Another derivative lawsuit resolution that is worth considering in the context of the “largest ever” question is the December 2007 settlement of the UnitedHealth Group options backdating-related derivative lawsuit. As discussed here, the lawsuit settled for a total nominal value of approximately $900 million. However, while the press reports at the time described the settlement as the largest derivative settlement ever, the value contributed to the settlement consisted of the surrender by the individual defendants of certain rights, interests and stock option awards, not cash value in that amount.

 

In the past, going back ten years or so, shareholders’ derivative suits typically did not present the possibility of significant cash payouts, at least in terms of settlements or judgments. The cases did present the possibility of significant defense expense and also of the possibility of having to pay the plaintiffs’ attorneys’ fees, but by and large there was usually not a cash settlement component. As the significant examples above show, that has clearly changed in more recent years.

 

This trend gained particular momentum with the options backdating scandal. Many of the options backdating cases were filed as derivative suits rather than as securities class action lawsuits (largely because the options backdating disclosures did not always result in the kinds of significant share price declines required to support a securities class action lawsuit).

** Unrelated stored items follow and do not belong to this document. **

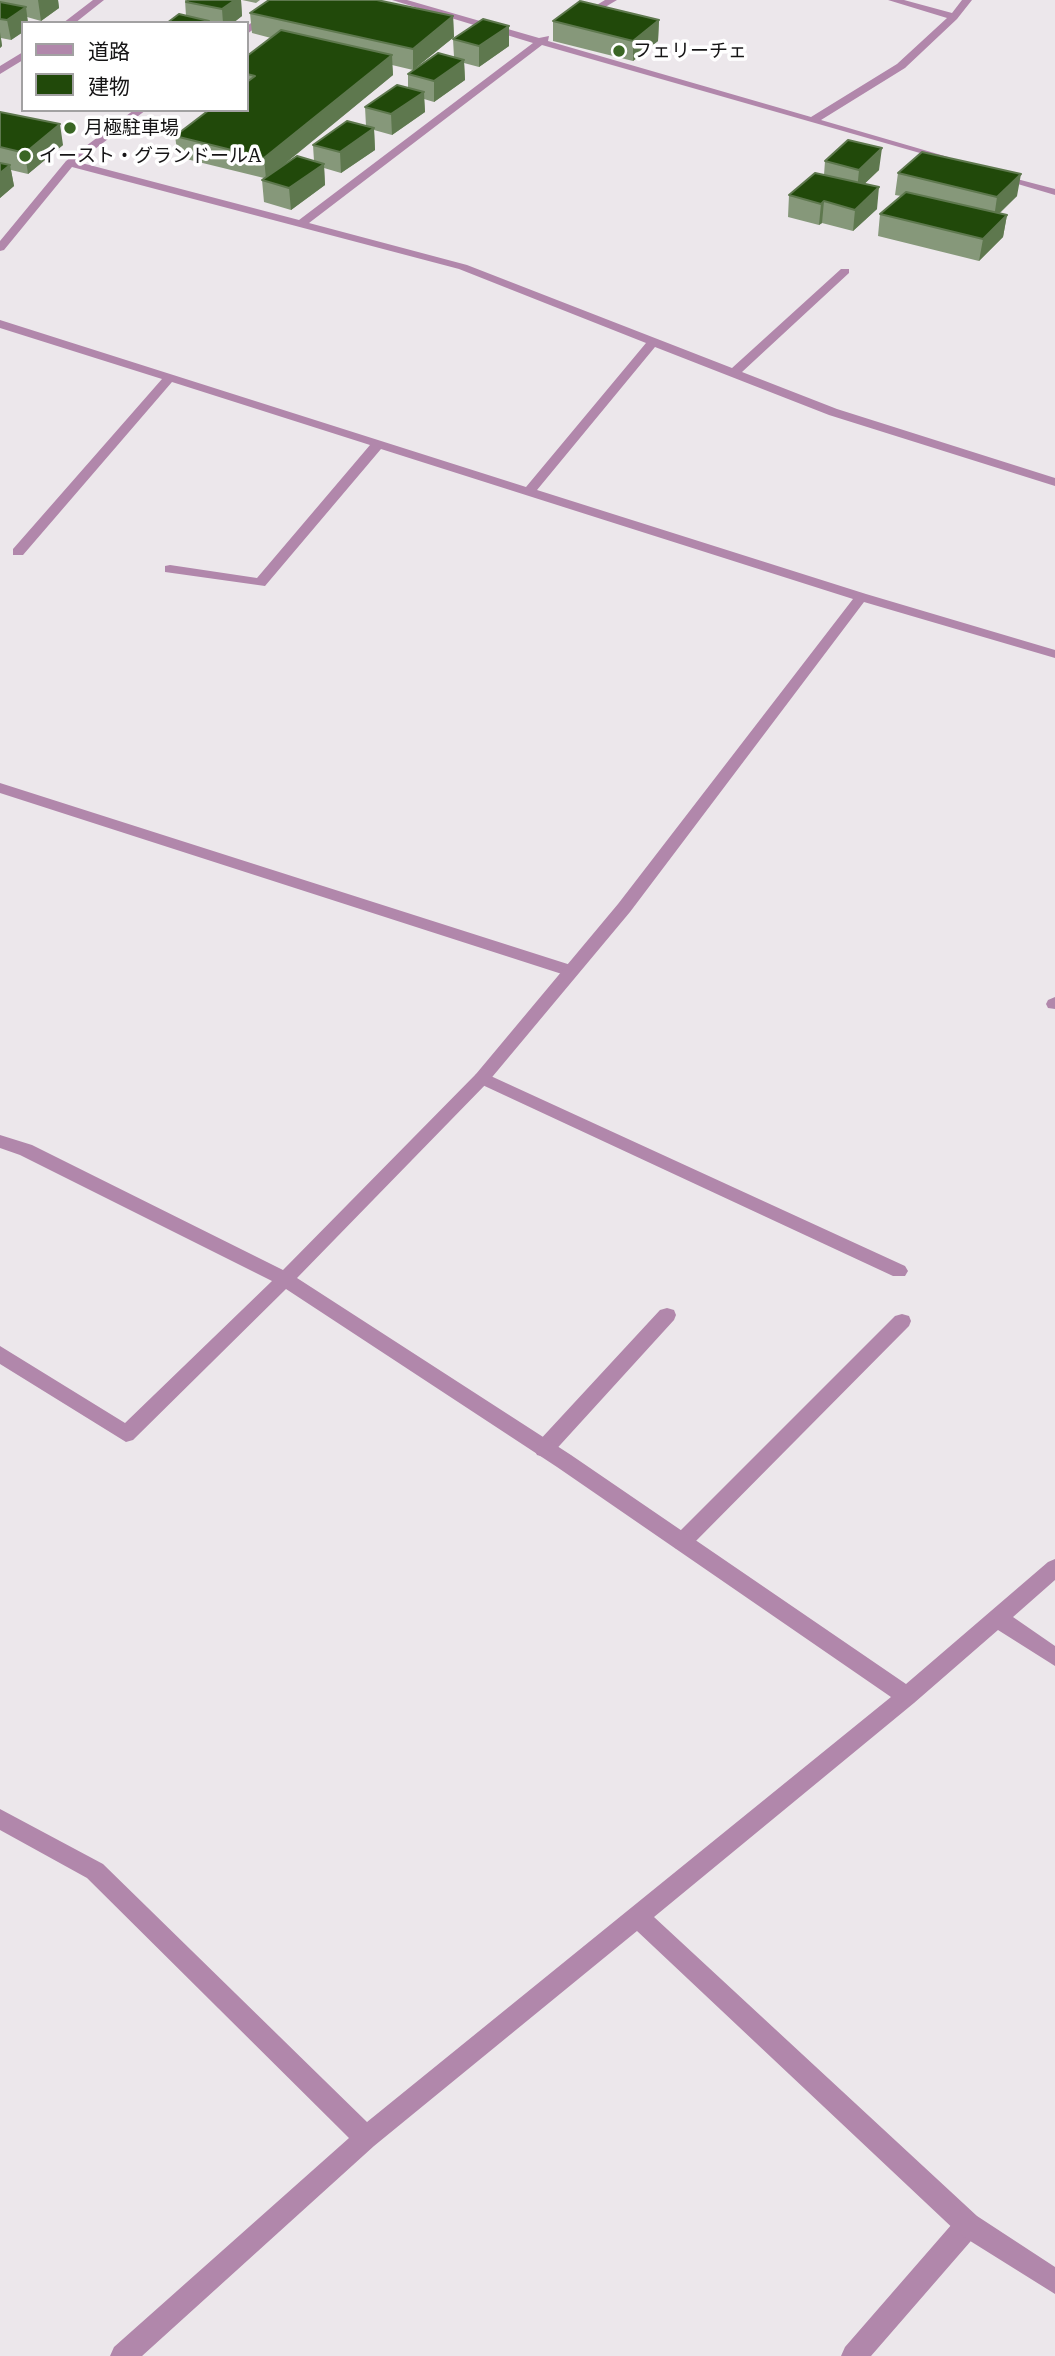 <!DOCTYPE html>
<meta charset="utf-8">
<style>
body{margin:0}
#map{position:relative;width:1055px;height:2356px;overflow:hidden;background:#ece7eb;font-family:"Roboto Serif","Noto Sans JP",serif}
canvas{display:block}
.legend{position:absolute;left:21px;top:21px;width:228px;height:91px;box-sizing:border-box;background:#fff;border:2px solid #a2a1a2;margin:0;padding:9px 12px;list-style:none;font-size:21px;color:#161516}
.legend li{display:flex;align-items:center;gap:14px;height:35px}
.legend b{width:35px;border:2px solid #a2a1a2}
</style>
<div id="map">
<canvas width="1055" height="2356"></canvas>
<ul class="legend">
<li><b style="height:9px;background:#b187ab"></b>道路</li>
<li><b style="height:19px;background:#21490a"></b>建物</li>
</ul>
</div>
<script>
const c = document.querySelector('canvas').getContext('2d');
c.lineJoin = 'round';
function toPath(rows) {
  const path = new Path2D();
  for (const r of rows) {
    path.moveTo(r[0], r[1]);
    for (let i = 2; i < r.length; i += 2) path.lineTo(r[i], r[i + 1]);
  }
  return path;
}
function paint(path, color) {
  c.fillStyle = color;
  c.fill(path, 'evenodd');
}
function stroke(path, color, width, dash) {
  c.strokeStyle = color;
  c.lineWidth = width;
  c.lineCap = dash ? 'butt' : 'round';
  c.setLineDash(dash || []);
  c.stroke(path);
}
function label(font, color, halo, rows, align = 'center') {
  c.font = font + ' "Roboto Serif","Noto Sans JP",serif';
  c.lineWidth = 7;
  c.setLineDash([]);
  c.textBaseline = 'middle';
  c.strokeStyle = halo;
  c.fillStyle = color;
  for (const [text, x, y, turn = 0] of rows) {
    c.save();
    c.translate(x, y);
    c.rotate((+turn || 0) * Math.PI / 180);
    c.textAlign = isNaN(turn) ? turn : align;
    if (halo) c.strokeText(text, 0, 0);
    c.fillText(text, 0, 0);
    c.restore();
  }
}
paint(toPath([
 [829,409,837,409,1055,478,1055,486,829,415,829,409],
 [0,783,577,967,579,971,571,977,565,975,0,793,0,783],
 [1055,997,1055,1009,1048,1008,1046,1004,1048,1000,1055,997],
 [482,1072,905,1266,908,1271,905,1276,893,1276,476,1082,474,1078,476,1074,482,1072],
 [667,1308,674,1310,676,1315,674,1320,551,1455,544,1457,537,1455,534,1449,537,1443,660,1310,667,1308],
 [902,1314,909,1316,911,1321,909,1326,689,1548,682,1551,675,1548,672,1542,675,1536,895,1316,902,1314],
 [968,2213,977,2216,980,2225,977,2234,871,2356,841,2356,845,2347,959,2216,968,2213]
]), '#b187ab');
paint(toPath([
 [93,0,104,0,75,23,63,23,93,0],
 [282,0,293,0,247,34,247,26,282,0],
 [392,0,407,0,539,38,549,36,548,41,811,117,897,64,947,18,888,0,904,0,952,13,962,0,972,0,957,19,905,68,821,120,948,157,948,161,542,45,309,223,467,265,732,368,841,269,849,269,849,273,742,372,837,409,837,415,829,415,655,347,537,490,866,594,1055,650,1055,658,864,602,630,912,488,1082,297,1278,571,1455,906,1684,1048,1562,1055,1559,1055,1580,1013,1617,1055,1646,1055,1666,998,1630,914,1703,654,1917,977,2216,1055,2267,1055,2294,959,2234,637,1931,374,2146,142,2356,110,2356,114,2347,349,2138,87,1878,0,1830,0,1809,103,1864,367,2122,891,1697,557,1467,286,1289,133,1440,126,1442,0,1364,0,1346,125,1423,272,1281,20,1155,0,1148,0,1135,32,1145,283,1270,476,1074,618,904,853,599,381,449,265,586,165,572,165,566,170,565,257,578,370,445,172,382,23,555,13,555,13,549,162,379,0,328,0,320,526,487,646,343,459,269,72,167,4,250,0,251,0,241,66,161,134,110,146,110,78,162,299,220,533,43,392,0],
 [605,0,617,0,585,19,577,17,605,0],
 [23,52,23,60,0,74,0,66,23,52],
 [994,173,1055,189,1055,195,994,177,994,173]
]), '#b187ab');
paint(toPath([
 [0,0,58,0,59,8,41,21,27,17,28,23,23,23,23,32,11,40,1,38,2,46,0,48],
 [185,0,241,0,242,16,233,23,167,23,186,16],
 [242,0,260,0,256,3],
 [250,13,453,16,454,37,413,70,392,65,393,75,281,167,314,161,313,145,366,126,365,107,408,87,408,74,454,57,453,39,509,26,509,46,479,67,464,63,465,80,434,102,424,99,425,112,392,135,374,130,375,150,341,173,324,168,325,185,291,210,264,202,262,180,264,178,178,157,175,136,247,110,247,56,271,38,252,33],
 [659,20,658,41,633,61,553,41,553,21],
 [0,112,63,145,28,174,11,170,14,186,0,198],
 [825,161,879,170,864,184,877,209,853,231,822,223,819,225,788,217,789,195,824,175],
 [898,173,1017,196,999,214,1007,215,1003,237,979,261,878,236,880,214,901,196,895,195]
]), '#86987a');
paint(toPath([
 [38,0,58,0,59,8,41,21],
 [235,0,241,0,242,16,233,23,223,23,222,9],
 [26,7,28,23,23,23,23,32,11,40,7,20],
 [453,16,454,37,413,70,413,49],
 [659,20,658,41,633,61,633,41],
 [509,26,509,46,479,67,479,46],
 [0,32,2,46,0,48],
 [392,55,393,75,266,179,264,158],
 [464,60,465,80,434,102,434,81],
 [424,92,425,112,392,135,391,114],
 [60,124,63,145,28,174,25,153],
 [374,128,375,150,341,173,340,152],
 [882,148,879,170,857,191,859,170],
 [324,164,325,185,291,210,289,188],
 [10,165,14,186,0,198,0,173],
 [1021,174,1017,196,994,218,997,197],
 [879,187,877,209,853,231,855,210],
 [824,201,822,223,819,225,821,204],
 [1007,215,1003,237,979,261,983,239]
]), '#5e784e');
const building = toPath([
 [189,0,235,0,222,9,186,2,189,0],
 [269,0,377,0,453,16,413,49,250,13,269,0],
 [580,1,659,20,633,41,553,21,580,1],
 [0,2,26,7,7,20,0,19,0,2],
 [179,14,209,21,206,23,167,23,179,14],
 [483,19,509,26,479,46,453,39,483,19],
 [281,30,392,55,264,158,175,136,209,110,247,110,247,82,255,76,247,74,247,56,281,30],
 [438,53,464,60,434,81,408,74,438,53],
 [397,85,424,92,391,114,365,107,397,85],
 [0,112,60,124,25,153,0,147,0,112],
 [347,121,374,128,340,152,313,145,347,121],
 [848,140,882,148,859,170,825,161,848,140],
 [922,152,1021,174,997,197,898,173,922,152],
 [297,156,324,164,289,188,262,180,297,156],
 [0,163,10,165,0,173,0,163],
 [815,173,879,187,855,210,824,201,821,204,789,195,815,173],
 [906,192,1007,215,983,239,880,214,906,192]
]);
paint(building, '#21490a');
stroke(building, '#5e784e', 2);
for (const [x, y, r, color] of [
 [619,51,7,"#3a6624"],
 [70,128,7,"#3a6624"],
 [25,156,7,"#3a6624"]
]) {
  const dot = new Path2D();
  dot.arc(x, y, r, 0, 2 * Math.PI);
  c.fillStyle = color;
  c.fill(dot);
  stroke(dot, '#fff', 2.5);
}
label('19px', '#161516', '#fff', [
 ["フェリーチェ",633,51],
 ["月極駐車場",84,128],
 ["イースト・グランドールA",39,156]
], 'left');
</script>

Many of the options backdating cases settlements included a cash component, and as illustrated by the Broadcom case mentioned above, some of the options backdating derivative suit settlements included very substantial cash components

 

It is interesting to note how many of the derivative settlements listed above were entered in connection with lawsuits objecting to a merger or acquisition transaction – the Activision Blizzard Settlement, the Freeporr-McMoRan settlement, the El Paso-Kinder Morgan settlement, and the BofA/Merrill Lynch settlement all related to lawsuits arising out of merger or acquisition transactions. Indeed, the News Corp. settlement related at least in part to objection to a transaction involving one of Rupert Murdoch’s children. The rise of merger objection litigation has been the target of a great deal of criticism but the number of recent large settlements involving merger or acquisition transactions highlights the fact that among the many cases that are filed there may be at least a few that are more serious.

 

As I have noted in the past in connection with the increasing numbers of jumbo derivative lawsuit settlements, the upsurge in the number of derivative suit settlements that include a significant cash component undoubtedly is being viewed with alarm by the D&O insurance industry. For many years, D&O insurers have considered that their significant severity exposure consisted of securities class action lawsuits. The undeniable reality now is that in at least some circumstances, derivative suits increasingly represent a severity risk as well. And the settlement amounts themselves represent only part of the D&O insurers’ loss costs. The D&O insurers also incur millions and possibly tens of million of defense cost expense in these derivative suits.

 

The increasing risk of this type of settlement represents a significant challenge for all D&O insurers, but particularly for those D&O insurers concentrating on providing Excess Side A insurance. Those insurers will have to ask how they are to underwrite the risks associated with these kinds of exposures, and how they are to make certain that their premiums adequately compensate them for the risk.